Exercise materials:
____

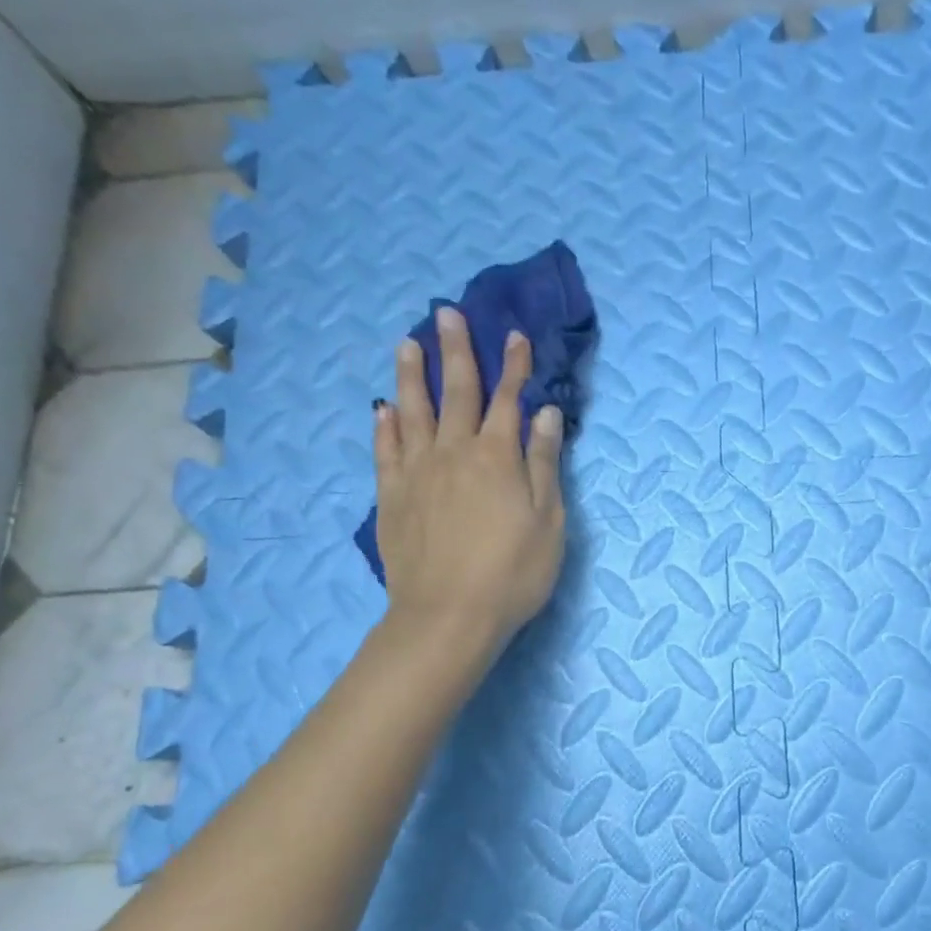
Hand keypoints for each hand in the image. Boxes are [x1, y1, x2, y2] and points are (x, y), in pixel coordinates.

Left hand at [373, 307, 565, 659]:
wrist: (448, 616)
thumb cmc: (512, 573)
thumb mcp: (548, 521)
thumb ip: (544, 464)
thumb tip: (545, 415)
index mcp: (497, 457)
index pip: (508, 400)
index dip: (514, 366)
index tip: (514, 334)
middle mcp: (453, 453)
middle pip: (455, 392)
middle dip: (455, 351)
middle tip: (445, 314)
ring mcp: (416, 473)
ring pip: (412, 412)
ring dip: (411, 375)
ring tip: (406, 344)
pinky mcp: (391, 497)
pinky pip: (384, 451)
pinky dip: (384, 426)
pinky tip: (383, 409)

____

Action item: Every line from the one containing "ring pip: (412, 412)" through the last line of the entries above must be output exactly. Leave the rest out.

Completed task:
ring pip: (412, 412)
ring dip: (411, 375)
ring tip: (406, 344)
pinky mcp: (391, 497)
pinky pip: (384, 451)
pinky dip: (384, 426)
pinky tip: (383, 409)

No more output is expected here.